| Exercise prompt |
Without leaving out a single line, restate the entries below exactly.

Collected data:
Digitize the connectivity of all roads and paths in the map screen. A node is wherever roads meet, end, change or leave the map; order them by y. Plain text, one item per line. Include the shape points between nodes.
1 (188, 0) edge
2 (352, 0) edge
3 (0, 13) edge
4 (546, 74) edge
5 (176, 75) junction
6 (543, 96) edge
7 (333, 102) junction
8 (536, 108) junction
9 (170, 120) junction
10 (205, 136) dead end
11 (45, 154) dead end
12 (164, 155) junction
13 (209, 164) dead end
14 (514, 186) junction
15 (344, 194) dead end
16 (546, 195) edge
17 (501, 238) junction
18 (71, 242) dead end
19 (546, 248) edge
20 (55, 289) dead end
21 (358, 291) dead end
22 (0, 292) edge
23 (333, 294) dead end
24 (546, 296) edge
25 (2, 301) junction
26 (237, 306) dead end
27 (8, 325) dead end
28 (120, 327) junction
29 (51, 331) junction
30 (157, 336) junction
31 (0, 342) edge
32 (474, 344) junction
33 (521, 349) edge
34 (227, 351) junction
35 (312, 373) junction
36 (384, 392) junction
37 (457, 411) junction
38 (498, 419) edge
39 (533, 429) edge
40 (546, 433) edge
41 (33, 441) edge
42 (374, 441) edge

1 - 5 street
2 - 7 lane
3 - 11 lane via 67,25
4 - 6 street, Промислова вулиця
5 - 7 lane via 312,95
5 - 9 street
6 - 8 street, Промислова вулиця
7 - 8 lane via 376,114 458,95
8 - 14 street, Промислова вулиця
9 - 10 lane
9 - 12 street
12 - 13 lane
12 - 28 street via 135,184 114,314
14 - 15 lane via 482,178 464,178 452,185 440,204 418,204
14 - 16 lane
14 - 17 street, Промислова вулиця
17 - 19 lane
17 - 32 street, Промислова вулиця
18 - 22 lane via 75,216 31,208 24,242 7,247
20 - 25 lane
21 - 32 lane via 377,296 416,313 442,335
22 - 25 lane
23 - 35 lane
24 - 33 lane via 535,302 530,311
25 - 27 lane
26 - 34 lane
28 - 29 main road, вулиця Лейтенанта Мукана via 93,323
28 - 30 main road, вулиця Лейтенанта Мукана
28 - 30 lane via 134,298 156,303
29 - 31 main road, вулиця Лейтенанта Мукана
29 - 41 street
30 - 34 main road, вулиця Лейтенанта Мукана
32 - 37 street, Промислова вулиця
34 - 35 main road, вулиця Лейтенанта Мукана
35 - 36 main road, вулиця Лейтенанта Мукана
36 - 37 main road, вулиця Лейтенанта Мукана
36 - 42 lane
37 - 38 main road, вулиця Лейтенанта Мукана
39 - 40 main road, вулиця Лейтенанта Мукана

| Task output |
Digitize the connectivity of all roads and paths in the map screen. A node is wherever roads meet, end, change or leave the map; order them by y. Plain text, one item per line. Include the shape points between nodes.
1 (188, 0) edge
2 (352, 0) edge
3 (0, 13) edge
4 (546, 74) edge
5 (176, 75) junction
6 (543, 96) edge
7 (333, 102) junction
8 (536, 108) junction
9 (170, 120) junction
10 (205, 136) dead end
11 (45, 154) dead end
12 (164, 155) junction
13 (209, 164) dead end
14 (514, 186) junction
15 (344, 194) dead end
16 (546, 195) edge
17 (501, 238) junction
18 (71, 242) dead end
19 (546, 248) edge
20 (55, 289) dead end
21 (358, 291) dead end
22 (0, 292) edge
23 (333, 294) dead end
24 (546, 296) edge
25 (2, 301) junction
26 (237, 306) dead end
27 (8, 325) dead end
28 (120, 327) junction
29 (51, 331) junction
30 (157, 336) junction
31 (0, 342) edge
32 (474, 344) junction
33 (521, 349) edge
34 (227, 351) junction
35 (312, 373) junction
36 (384, 392) junction
37 (457, 411) junction
38 (498, 419) edge
39 (533, 429) edge
40 (546, 433) edge
41 (33, 441) edge
42 (374, 441) edge

1 - 5 street
2 - 7 lane
3 - 11 lane via 67,25
4 - 6 street, Промислова вулиця
5 - 7 lane via 312,95
5 - 9 street
6 - 8 street, Промислова вулиця
7 - 8 lane via 376,114 458,95
8 - 14 street, Промислова вулиця
9 - 10 lane
9 - 12 street
12 - 13 lane
12 - 28 street via 135,184 114,314
14 - 15 lane via 482,178 464,178 452,185 440,204 418,204
14 - 16 lane
14 - 17 street, Промислова вулиця
17 - 19 lane
17 - 32 street, Промислова вулиця
18 - 22 lane via 75,216 31,208 24,242 7,247
20 - 25 lane
21 - 32 lane via 377,296 416,313 442,335
22 - 25 lane
23 - 35 lane
24 - 33 lane via 535,302 530,311
25 - 27 lane
26 - 34 lane
28 - 29 main road, вулиця Лейтенанта Мукана via 93,323
28 - 30 main road, вулиця Лейтенанта Мукана
28 - 30 lane via 134,298 156,303
29 - 31 main road, вулиця Лейтенанта Мукана
29 - 41 street
30 - 34 main road, вулиця Лейтенанта Мукана
32 - 37 street, Промислова вулиця
34 - 35 main road, вулиця Лейтенанта Мукана
35 - 36 main road, вулиця Лейтенанта Мукана
36 - 37 main road, вулиця Лейтенанта Мукана
36 - 42 lane
37 - 38 main road, вулиця Лейтенанта Мукана
39 - 40 main road, вулиця Лейтенанта Мукана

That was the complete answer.